What you have to do.
Look through the data below for the string "птица", and copy every line where it turns up.

Stored data
--------------------------------

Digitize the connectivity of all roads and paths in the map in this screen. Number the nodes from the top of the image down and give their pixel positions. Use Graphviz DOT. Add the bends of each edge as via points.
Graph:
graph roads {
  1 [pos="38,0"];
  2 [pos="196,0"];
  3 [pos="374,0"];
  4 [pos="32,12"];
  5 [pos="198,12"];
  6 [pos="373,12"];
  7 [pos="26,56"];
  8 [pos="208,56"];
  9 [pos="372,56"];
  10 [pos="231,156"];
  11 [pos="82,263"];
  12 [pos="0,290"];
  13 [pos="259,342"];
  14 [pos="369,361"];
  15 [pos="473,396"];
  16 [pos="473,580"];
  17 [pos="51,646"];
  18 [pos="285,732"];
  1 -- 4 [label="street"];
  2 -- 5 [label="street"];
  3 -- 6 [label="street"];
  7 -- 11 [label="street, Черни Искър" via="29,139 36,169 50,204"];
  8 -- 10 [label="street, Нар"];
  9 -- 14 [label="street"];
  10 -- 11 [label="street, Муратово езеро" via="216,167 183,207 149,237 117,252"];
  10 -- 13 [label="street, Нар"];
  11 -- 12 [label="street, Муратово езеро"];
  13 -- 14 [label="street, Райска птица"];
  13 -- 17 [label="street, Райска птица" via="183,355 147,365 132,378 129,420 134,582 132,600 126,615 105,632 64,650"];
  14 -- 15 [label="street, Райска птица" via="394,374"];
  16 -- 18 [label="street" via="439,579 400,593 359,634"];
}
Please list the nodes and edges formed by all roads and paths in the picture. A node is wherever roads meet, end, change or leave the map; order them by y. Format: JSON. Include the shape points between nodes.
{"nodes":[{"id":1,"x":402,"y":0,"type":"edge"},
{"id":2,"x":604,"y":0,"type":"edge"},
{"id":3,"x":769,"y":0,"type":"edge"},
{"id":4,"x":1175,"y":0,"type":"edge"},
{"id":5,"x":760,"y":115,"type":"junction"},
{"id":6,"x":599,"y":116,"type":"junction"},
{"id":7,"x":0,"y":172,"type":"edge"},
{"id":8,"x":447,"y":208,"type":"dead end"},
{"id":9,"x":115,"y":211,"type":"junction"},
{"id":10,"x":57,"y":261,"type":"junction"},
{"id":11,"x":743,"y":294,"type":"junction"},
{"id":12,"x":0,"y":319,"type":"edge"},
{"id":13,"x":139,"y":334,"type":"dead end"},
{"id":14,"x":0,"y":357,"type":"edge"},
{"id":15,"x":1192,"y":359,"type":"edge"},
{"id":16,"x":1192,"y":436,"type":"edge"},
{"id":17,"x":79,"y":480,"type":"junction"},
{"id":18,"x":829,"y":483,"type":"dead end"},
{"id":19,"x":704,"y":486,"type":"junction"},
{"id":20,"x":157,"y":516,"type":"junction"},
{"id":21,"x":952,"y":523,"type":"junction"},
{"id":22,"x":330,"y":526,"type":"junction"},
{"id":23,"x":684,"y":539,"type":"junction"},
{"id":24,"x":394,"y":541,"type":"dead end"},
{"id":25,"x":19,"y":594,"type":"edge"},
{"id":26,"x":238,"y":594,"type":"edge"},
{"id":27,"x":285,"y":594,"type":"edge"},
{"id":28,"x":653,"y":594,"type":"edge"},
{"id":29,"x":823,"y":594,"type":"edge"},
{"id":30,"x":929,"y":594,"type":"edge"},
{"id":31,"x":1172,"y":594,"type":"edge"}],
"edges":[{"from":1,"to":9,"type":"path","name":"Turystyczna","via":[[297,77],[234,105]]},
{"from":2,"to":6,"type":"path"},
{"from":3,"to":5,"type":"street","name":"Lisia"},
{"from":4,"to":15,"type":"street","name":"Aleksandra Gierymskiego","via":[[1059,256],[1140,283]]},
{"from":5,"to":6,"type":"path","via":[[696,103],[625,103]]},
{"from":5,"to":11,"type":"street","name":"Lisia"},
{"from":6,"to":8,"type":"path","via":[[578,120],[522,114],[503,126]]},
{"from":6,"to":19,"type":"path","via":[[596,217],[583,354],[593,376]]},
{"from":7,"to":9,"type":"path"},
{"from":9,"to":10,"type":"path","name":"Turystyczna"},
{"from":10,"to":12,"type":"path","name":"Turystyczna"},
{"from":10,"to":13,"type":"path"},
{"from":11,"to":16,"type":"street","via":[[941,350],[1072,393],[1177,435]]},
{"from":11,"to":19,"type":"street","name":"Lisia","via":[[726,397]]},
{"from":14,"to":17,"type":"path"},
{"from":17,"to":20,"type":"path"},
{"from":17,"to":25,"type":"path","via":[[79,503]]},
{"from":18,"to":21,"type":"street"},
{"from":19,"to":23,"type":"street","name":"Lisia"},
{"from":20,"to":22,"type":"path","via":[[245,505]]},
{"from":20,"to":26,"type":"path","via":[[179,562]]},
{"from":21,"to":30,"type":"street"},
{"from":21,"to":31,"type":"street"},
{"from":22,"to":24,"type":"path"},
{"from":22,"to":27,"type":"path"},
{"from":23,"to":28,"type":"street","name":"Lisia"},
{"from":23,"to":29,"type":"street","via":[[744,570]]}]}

--------------------------------

Answer for this exercise.
  13 -- 14 [label="street, Райска птица"];
  13 -- 17 [label="street, Райска птица" via="183,355 147,365 132,378 129,420 134,582 132,600 126,615 105,632 64,650"];
  14 -- 15 [label="street, Райска птица" via="394,374"];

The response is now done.